Task brief
Having read the records, set them all down exactly as they appear.

(Saved entries)
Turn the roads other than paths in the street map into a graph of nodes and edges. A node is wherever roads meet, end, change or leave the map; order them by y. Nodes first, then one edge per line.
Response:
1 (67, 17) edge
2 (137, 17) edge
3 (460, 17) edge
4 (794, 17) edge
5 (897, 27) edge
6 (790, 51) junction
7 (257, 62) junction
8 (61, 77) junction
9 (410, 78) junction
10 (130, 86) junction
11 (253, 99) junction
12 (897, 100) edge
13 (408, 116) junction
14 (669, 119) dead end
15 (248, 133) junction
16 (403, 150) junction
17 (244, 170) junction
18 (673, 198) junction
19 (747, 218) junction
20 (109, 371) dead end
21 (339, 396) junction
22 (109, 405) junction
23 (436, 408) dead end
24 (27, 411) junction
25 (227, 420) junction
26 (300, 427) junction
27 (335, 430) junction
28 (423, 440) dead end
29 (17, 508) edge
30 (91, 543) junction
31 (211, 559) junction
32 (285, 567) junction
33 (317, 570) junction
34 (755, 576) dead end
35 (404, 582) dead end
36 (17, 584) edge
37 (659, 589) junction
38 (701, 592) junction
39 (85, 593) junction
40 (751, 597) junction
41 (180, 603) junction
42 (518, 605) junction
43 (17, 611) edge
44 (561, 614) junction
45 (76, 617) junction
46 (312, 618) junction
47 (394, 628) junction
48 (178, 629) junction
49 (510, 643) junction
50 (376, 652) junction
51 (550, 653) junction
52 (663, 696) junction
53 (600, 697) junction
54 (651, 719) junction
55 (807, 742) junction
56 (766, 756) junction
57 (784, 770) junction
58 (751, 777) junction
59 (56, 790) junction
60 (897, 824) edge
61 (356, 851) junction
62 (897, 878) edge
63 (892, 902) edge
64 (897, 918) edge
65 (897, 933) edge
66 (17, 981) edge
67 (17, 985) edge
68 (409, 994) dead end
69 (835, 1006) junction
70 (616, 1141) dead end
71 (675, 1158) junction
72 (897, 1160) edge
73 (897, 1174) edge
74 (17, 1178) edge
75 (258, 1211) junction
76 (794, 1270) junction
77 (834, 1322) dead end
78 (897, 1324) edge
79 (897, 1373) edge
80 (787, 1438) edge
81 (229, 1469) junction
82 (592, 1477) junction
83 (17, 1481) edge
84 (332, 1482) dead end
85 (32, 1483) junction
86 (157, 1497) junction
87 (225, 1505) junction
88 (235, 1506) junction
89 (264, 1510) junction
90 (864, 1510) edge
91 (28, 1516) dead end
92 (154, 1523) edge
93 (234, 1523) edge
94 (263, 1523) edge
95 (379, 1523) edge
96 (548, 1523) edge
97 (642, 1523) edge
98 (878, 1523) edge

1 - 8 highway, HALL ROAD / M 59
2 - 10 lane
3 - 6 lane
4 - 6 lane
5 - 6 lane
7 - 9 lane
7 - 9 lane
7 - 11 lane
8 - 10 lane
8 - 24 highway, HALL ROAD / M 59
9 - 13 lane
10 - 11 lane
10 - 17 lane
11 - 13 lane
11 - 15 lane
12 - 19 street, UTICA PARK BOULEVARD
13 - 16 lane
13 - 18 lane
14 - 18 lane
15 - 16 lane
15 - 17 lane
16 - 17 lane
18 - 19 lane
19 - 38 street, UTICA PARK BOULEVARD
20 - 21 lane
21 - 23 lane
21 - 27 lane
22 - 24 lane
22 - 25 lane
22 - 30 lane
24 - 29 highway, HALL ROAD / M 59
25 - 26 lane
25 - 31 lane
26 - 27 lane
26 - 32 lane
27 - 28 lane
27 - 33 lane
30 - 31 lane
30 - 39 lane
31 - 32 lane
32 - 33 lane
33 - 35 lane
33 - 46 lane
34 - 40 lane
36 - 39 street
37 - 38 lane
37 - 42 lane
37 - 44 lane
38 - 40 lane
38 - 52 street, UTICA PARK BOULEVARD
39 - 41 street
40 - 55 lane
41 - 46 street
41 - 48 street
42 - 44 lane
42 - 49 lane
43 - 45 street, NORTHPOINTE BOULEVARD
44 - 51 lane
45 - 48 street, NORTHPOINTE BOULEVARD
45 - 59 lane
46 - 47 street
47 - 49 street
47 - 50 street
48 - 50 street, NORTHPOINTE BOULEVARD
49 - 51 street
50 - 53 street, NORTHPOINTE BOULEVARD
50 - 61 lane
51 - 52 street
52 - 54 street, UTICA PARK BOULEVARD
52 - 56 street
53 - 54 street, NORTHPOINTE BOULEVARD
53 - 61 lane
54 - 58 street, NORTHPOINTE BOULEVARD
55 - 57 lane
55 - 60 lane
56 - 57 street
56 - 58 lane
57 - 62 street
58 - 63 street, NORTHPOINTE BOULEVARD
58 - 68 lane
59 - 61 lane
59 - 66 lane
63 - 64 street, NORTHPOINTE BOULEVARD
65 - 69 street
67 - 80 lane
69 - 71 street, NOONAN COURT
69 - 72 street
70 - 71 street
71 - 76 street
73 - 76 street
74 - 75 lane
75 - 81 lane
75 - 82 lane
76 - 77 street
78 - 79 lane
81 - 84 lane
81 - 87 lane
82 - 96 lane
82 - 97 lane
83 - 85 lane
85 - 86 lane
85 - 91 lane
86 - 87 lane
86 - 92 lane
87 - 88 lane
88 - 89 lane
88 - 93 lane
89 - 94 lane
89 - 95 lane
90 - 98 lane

Answer space
Turn the roads other than paths in the street map into a graph of nodes and edges. A node is wherever roads meet, end, change or leave the map; order them by y. Nodes first, then one edge per line.
Response:
1 (67, 17) edge
2 (137, 17) edge
3 (460, 17) edge
4 (794, 17) edge
5 (897, 27) edge
6 (790, 51) junction
7 (257, 62) junction
8 (61, 77) junction
9 (410, 78) junction
10 (130, 86) junction
11 (253, 99) junction
12 (897, 100) edge
13 (408, 116) junction
14 (669, 119) dead end
15 (248, 133) junction
16 (403, 150) junction
17 (244, 170) junction
18 (673, 198) junction
19 (747, 218) junction
20 (109, 371) dead end
21 (339, 396) junction
22 (109, 405) junction
23 (436, 408) dead end
24 (27, 411) junction
25 (227, 420) junction
26 (300, 427) junction
27 (335, 430) junction
28 (423, 440) dead end
29 (17, 508) edge
30 (91, 543) junction
31 (211, 559) junction
32 (285, 567) junction
33 (317, 570) junction
34 (755, 576) dead end
35 (404, 582) dead end
36 (17, 584) edge
37 (659, 589) junction
38 (701, 592) junction
39 (85, 593) junction
40 (751, 597) junction
41 (180, 603) junction
42 (518, 605) junction
43 (17, 611) edge
44 (561, 614) junction
45 (76, 617) junction
46 (312, 618) junction
47 (394, 628) junction
48 (178, 629) junction
49 (510, 643) junction
50 (376, 652) junction
51 (550, 653) junction
52 (663, 696) junction
53 (600, 697) junction
54 (651, 719) junction
55 (807, 742) junction
56 (766, 756) junction
57 (784, 770) junction
58 (751, 777) junction
59 (56, 790) junction
60 (897, 824) edge
61 (356, 851) junction
62 (897, 878) edge
63 (892, 902) edge
64 (897, 918) edge
65 (897, 933) edge
66 (17, 981) edge
67 (17, 985) edge
68 (409, 994) dead end
69 (835, 1006) junction
70 (616, 1141) dead end
71 (675, 1158) junction
72 (897, 1160) edge
73 (897, 1174) edge
74 (17, 1178) edge
75 (258, 1211) junction
76 (794, 1270) junction
77 (834, 1322) dead end
78 (897, 1324) edge
79 (897, 1373) edge
80 (787, 1438) edge
81 (229, 1469) junction
82 (592, 1477) junction
83 (17, 1481) edge
84 (332, 1482) dead end
85 (32, 1483) junction
86 (157, 1497) junction
87 (225, 1505) junction
88 (235, 1506) junction
89 (264, 1510) junction
90 (864, 1510) edge
91 (28, 1516) dead end
92 (154, 1523) edge
93 (234, 1523) edge
94 (263, 1523) edge
95 (379, 1523) edge
96 (548, 1523) edge
97 (642, 1523) edge
98 (878, 1523) edge

1 - 8 highway, HALL ROAD / M 59
2 - 10 lane
3 - 6 lane
4 - 6 lane
5 - 6 lane
7 - 9 lane
7 - 9 lane
7 - 11 lane
8 - 10 lane
8 - 24 highway, HALL ROAD / M 59
9 - 13 lane
10 - 11 lane
10 - 17 lane
11 - 13 lane
11 - 15 lane
12 - 19 street, UTICA PARK BOULEVARD
13 - 16 lane
13 - 18 lane
14 - 18 lane
15 - 16 lane
15 - 17 lane
16 - 17 lane
18 - 19 lane
19 - 38 street, UTICA PARK BOULEVARD
20 - 21 lane
21 - 23 lane
21 - 27 lane
22 - 24 lane
22 - 25 lane
22 - 30 lane
24 - 29 highway, HALL ROAD / M 59
25 - 26 lane
25 - 31 lane
26 - 27 lane
26 - 32 lane
27 - 28 lane
27 - 33 lane
30 - 31 lane
30 - 39 lane
31 - 32 lane
32 - 33 lane
33 - 35 lane
33 - 46 lane
34 - 40 lane
36 - 39 street
37 - 38 lane
37 - 42 lane
37 - 44 lane
38 - 40 lane
38 - 52 street, UTICA PARK BOULEVARD
39 - 41 street
40 - 55 lane
41 - 46 street
41 - 48 street
42 - 44 lane
42 - 49 lane
43 - 45 street, NORTHPOINTE BOULEVARD
44 - 51 lane
45 - 48 street, NORTHPOINTE BOULEVARD
45 - 59 lane
46 - 47 street
47 - 49 street
47 - 50 street
48 - 50 street, NORTHPOINTE BOULEVARD
49 - 51 street
50 - 53 street, NORTHPOINTE BOULEVARD
50 - 61 lane
51 - 52 street
52 - 54 street, UTICA PARK BOULEVARD
52 - 56 street
53 - 54 street, NORTHPOINTE BOULEVARD
53 - 61 lane
54 - 58 street, NORTHPOINTE BOULEVARD
55 - 57 lane
55 - 60 lane
56 - 57 street
56 - 58 lane
57 - 62 street
58 - 63 street, NORTHPOINTE BOULEVARD
58 - 68 lane
59 - 61 lane
59 - 66 lane
63 - 64 street, NORTHPOINTE BOULEVARD
65 - 69 street
67 - 80 lane
69 - 71 street, NOONAN COURT
69 - 72 street
70 - 71 street
71 - 76 street
73 - 76 street
74 - 75 lane
75 - 81 lane
75 - 82 lane
76 - 77 street
78 - 79 lane
81 - 84 lane
81 - 87 lane
82 - 96 lane
82 - 97 lane
83 - 85 lane
85 - 86 lane
85 - 91 lane
86 - 87 lane
86 - 92 lane
87 - 88 lane
88 - 89 lane
88 - 93 lane
89 - 94 lane
89 - 95 lane
90 - 98 lane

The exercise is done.